Kadı hüküm vermek için mescidde açık bir yere oturur: Zira Hz. Peygamber (sas) hasımların dâvalarını mescidde halledip karara bağlardı. Ondan sonra gelen râşid halîfeler de böyle yaparlardı. Hz. Ali (ra) nin üzerine oturup dâvaları karara bağladığı kanepesi bu güne dek Küfe mescidinde bulunmaktadır. Bu kanepenin ona âit olduğu bilinmektedir. Bir hadîs-i şerîfde Hz. Peygamber (sas) şöyle buyurmuştur: "Mescidler ancak Allah (cc) ı anmak ve hüküm vermek için yapılmışlardır. " Garipler hüküm verme yerini karıştırıp şaşırmasınlar diye, dâvalara mescidlerde bakılır. Kadının dâvaya mescidde bakması daha uygun olur: Çünkü cami daha iyi bilinip tanınır.

Hasım hayızlı ve nifaslı bir kadınsa, kadı mescidin kapısına çıkarak onun dâvasına bakar. Ya da onunla davalı arasındaki anlaşmazlığı halledip karara bağlaması için birine emir verir. Aynı şekilde dâva konusu bir hayvansa; kadı yine mescidin kapısına çıkar ki, dâvayı dinlesin ve şâhidlik durumunda da o hayvana işaret edip gösterebilsin.

Kadı dâvalara bir evde oturarak da bakabilir: Ama bu durumda o eve girilmesine izin verir. Oraya giren bir kimseye mâni olmaz. Mescidde kandisiyle beraber oturanlar o evde de kendisiyle beraber oturabilirler. Yardımcıların biraz uzağında otururlar ki, dâva mes'elelerini kendisine anlatmak için yanına yaklaşanların söylediklerini duymasınlar. Fıkıh ve diyanet erbabı bazı kimselerin mahkemede kadıya yakın bir yerde oturmaları müstehabdır. Kaza hususunda bilgili ise, kadı'nm mahkemede yalnız başına oturmasının bir mahzuru yoktur. [13]

 

Kadının Kâtib, Tercüman Bulundurması Ve Hasımlara Yönelmesi:



Kadı yanında bir tercüman, bir de fıkhı bilen adaletli bir müslüman kâtib bulundurur: Adaletli olmazsa, hıyanetinden korkulur. Müslüman değilse, Şeriatın uygun görmediği şeyleri yapmasından korkulur. Fıkıh bilmiyorsa, sicilleri ve kadının ihtiyaç duyduğu ahkâmı yazmayı beceremez. Davacı veya davalılardan rüşvet alarak hile yapmasın diye, bu kâtip mahkemede kadı'nm kendisini görebileceği bir yere oturur.

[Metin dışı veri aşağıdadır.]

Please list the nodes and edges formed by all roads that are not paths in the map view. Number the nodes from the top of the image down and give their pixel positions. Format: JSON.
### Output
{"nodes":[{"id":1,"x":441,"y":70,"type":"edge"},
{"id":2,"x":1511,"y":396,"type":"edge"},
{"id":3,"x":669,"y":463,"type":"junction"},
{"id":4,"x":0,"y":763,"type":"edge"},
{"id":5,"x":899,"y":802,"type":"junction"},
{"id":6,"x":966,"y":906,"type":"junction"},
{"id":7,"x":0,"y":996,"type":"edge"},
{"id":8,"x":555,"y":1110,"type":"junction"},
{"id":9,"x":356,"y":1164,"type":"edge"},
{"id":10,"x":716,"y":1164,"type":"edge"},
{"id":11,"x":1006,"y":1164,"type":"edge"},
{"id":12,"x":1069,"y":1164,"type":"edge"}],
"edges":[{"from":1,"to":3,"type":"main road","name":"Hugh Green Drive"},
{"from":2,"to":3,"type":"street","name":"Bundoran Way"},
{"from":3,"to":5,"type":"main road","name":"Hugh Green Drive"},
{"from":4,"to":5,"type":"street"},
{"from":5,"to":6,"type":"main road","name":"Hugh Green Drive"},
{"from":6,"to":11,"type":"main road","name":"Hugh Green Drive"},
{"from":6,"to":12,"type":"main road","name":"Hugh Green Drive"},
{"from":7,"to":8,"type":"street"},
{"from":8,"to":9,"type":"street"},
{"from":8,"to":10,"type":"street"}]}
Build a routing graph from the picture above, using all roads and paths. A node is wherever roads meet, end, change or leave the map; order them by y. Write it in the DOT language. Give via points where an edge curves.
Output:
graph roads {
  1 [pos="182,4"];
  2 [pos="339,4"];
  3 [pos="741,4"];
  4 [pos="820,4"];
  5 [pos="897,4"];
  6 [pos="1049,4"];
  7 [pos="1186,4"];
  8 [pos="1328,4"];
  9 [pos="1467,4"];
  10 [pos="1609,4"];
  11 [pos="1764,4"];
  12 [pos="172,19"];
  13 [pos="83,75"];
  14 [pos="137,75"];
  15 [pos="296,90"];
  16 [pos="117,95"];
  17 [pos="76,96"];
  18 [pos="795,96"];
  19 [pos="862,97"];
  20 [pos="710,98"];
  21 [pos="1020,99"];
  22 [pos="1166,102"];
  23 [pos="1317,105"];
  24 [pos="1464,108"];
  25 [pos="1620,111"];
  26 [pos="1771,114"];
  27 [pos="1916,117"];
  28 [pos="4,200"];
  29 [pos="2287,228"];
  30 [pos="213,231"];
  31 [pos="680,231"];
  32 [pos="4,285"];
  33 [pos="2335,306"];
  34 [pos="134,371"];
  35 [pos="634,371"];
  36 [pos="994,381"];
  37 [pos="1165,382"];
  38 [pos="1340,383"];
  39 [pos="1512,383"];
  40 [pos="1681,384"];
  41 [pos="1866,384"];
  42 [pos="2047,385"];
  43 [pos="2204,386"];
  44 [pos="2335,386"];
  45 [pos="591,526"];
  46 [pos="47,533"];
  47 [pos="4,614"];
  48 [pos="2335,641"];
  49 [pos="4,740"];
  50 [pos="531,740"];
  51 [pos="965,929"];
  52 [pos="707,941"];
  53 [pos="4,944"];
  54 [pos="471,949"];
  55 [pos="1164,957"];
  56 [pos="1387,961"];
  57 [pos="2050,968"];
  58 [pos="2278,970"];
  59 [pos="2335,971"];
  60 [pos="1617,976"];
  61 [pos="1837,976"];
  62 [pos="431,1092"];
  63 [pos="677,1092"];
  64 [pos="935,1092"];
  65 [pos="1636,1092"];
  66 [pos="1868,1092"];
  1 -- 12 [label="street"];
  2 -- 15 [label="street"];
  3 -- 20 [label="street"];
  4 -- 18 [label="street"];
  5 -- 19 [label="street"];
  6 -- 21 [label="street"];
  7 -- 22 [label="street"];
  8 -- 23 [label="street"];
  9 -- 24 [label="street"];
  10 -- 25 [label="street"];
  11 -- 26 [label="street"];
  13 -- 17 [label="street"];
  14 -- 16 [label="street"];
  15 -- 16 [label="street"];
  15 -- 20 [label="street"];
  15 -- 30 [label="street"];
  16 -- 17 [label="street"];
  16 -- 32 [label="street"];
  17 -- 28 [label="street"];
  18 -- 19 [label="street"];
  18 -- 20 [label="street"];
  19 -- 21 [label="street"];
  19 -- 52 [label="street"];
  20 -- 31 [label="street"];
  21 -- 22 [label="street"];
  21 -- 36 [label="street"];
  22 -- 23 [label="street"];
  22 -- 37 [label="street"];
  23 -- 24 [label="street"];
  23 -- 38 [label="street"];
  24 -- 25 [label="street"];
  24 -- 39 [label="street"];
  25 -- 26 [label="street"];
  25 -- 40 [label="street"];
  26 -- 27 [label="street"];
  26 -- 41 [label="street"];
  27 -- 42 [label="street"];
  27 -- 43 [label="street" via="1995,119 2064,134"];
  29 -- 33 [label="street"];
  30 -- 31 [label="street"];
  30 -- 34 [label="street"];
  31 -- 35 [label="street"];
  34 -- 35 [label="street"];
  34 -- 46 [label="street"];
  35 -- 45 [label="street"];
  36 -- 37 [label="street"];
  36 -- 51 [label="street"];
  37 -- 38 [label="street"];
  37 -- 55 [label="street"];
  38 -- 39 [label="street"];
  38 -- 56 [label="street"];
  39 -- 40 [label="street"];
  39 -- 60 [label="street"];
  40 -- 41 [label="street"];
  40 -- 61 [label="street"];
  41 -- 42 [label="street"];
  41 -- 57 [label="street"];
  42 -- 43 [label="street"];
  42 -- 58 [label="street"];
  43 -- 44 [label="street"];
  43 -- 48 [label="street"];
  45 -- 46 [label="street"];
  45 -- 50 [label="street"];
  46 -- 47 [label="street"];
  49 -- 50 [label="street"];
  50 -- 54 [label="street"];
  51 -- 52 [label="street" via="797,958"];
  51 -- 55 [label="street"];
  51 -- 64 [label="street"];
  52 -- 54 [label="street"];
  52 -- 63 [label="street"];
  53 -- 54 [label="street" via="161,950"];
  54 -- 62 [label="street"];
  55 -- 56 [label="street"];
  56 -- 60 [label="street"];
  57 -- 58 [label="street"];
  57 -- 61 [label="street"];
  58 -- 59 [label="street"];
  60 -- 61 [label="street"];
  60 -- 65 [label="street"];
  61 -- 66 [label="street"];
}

Kadı davacı ve dâvâlıyı muhakeme ederken, onları karşısında müsavi vaziyette oturtur. Onlara yönelişinde, bakışında ve işaretlerinde hep aynı şekilde hareket eder: Bu hususda Allah (cc) şöyle buyurmuştur:

"Ey iman edenler! Adaleti titizlikle ayakda tutan, Allah (cc) için Şâhidlik eden kimseler olun." (Nisa: 135). Yani, adaletle şâhidlik edenlerden olun. Adalet; iki tarafı eşit tutmaktır. Bir hadîs-i şeriflerinde z- Peygamber (sas) şöyle buyurmuştur: "Biriniz muhakeme vazifesine müptela olursa; mecîisde oturmada, işaret ve bakışlarda hasımlara müsavi davransın."

Hz. Ömer (ra) de bir mektubunda şöyle diyordu; "Meclisinde ttttada, onlara bakışında, gülümseyişinde ve adaletinde hasımlara aynı ölçüde davransın." Hz. Ömer (ra) bu talimatının gerekçesini şöyle açıklıyordu; "Ki, eşrafdan olan kimse senin iltimasında tamahlanmasın. Zayıf kimse de, senin haksızlık etmenden korkmasın. Çünkü hasımlardan birine imtiyaz tanınırsa, diğerinin kalbi kırılır. Dolayısıyla, dâvasını rahatça anlatamaz, cevabını veremez."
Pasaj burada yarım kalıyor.